Repeat all of the records word for word, but skip any picture.

Data extract:
>>>

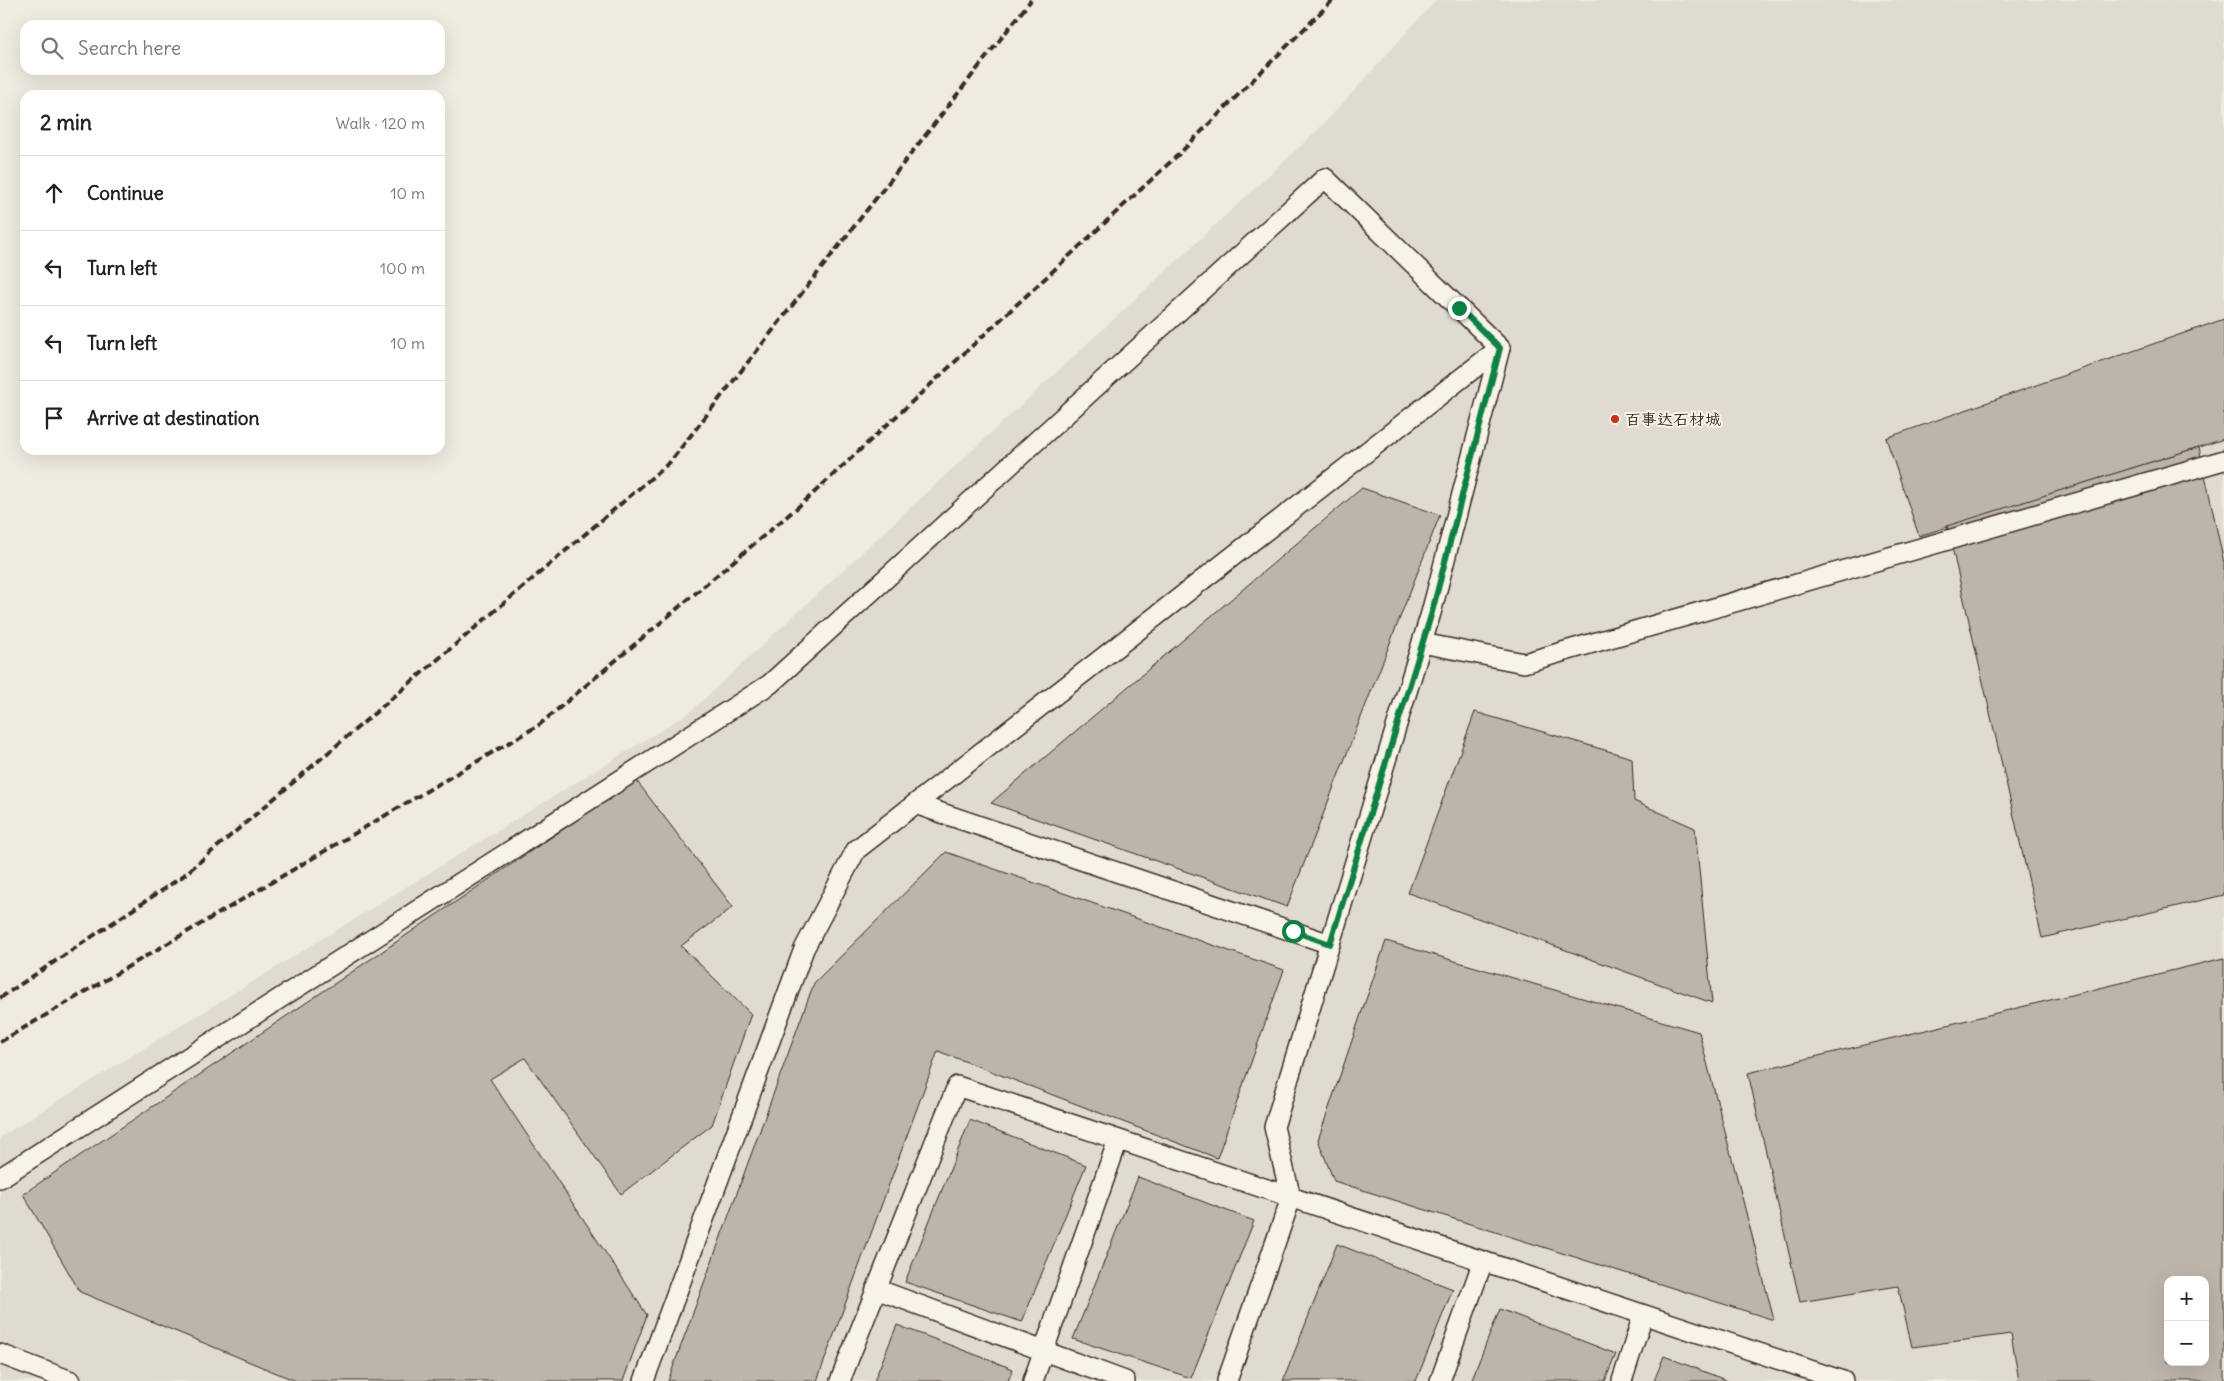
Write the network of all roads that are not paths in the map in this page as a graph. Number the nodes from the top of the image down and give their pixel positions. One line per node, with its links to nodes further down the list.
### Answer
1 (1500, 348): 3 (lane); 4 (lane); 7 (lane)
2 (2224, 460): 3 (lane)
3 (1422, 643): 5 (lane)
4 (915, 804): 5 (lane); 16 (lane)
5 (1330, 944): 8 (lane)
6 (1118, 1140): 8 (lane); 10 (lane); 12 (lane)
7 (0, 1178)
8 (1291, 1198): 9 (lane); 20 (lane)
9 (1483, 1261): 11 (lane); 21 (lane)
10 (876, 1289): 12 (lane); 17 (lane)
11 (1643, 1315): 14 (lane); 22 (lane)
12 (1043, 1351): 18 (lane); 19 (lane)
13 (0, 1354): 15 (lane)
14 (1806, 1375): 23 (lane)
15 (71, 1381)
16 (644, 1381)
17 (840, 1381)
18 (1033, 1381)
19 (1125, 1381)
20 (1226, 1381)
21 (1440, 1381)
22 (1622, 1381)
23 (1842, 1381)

<<<

Response for this exercise:
Write the network of all roads that are not paths in the map in this page as a graph. Number the nodes from the top of the image down and give their pixel positions. One line per node, with its links to nodes further down the list.
### Answer
1 (1500, 348): 3 (lane); 4 (lane); 7 (lane)
2 (2224, 460): 3 (lane)
3 (1422, 643): 5 (lane)
4 (915, 804): 5 (lane); 16 (lane)
5 (1330, 944): 8 (lane)
6 (1118, 1140): 8 (lane); 10 (lane); 12 (lane)
7 (0, 1178)
8 (1291, 1198): 9 (lane); 20 (lane)
9 (1483, 1261): 11 (lane); 21 (lane)
10 (876, 1289): 12 (lane); 17 (lane)
11 (1643, 1315): 14 (lane); 22 (lane)
12 (1043, 1351): 18 (lane); 19 (lane)
13 (0, 1354): 15 (lane)
14 (1806, 1375): 23 (lane)
15 (71, 1381)
16 (644, 1381)
17 (840, 1381)
18 (1033, 1381)
19 (1125, 1381)
20 (1226, 1381)
21 (1440, 1381)
22 (1622, 1381)
23 (1842, 1381)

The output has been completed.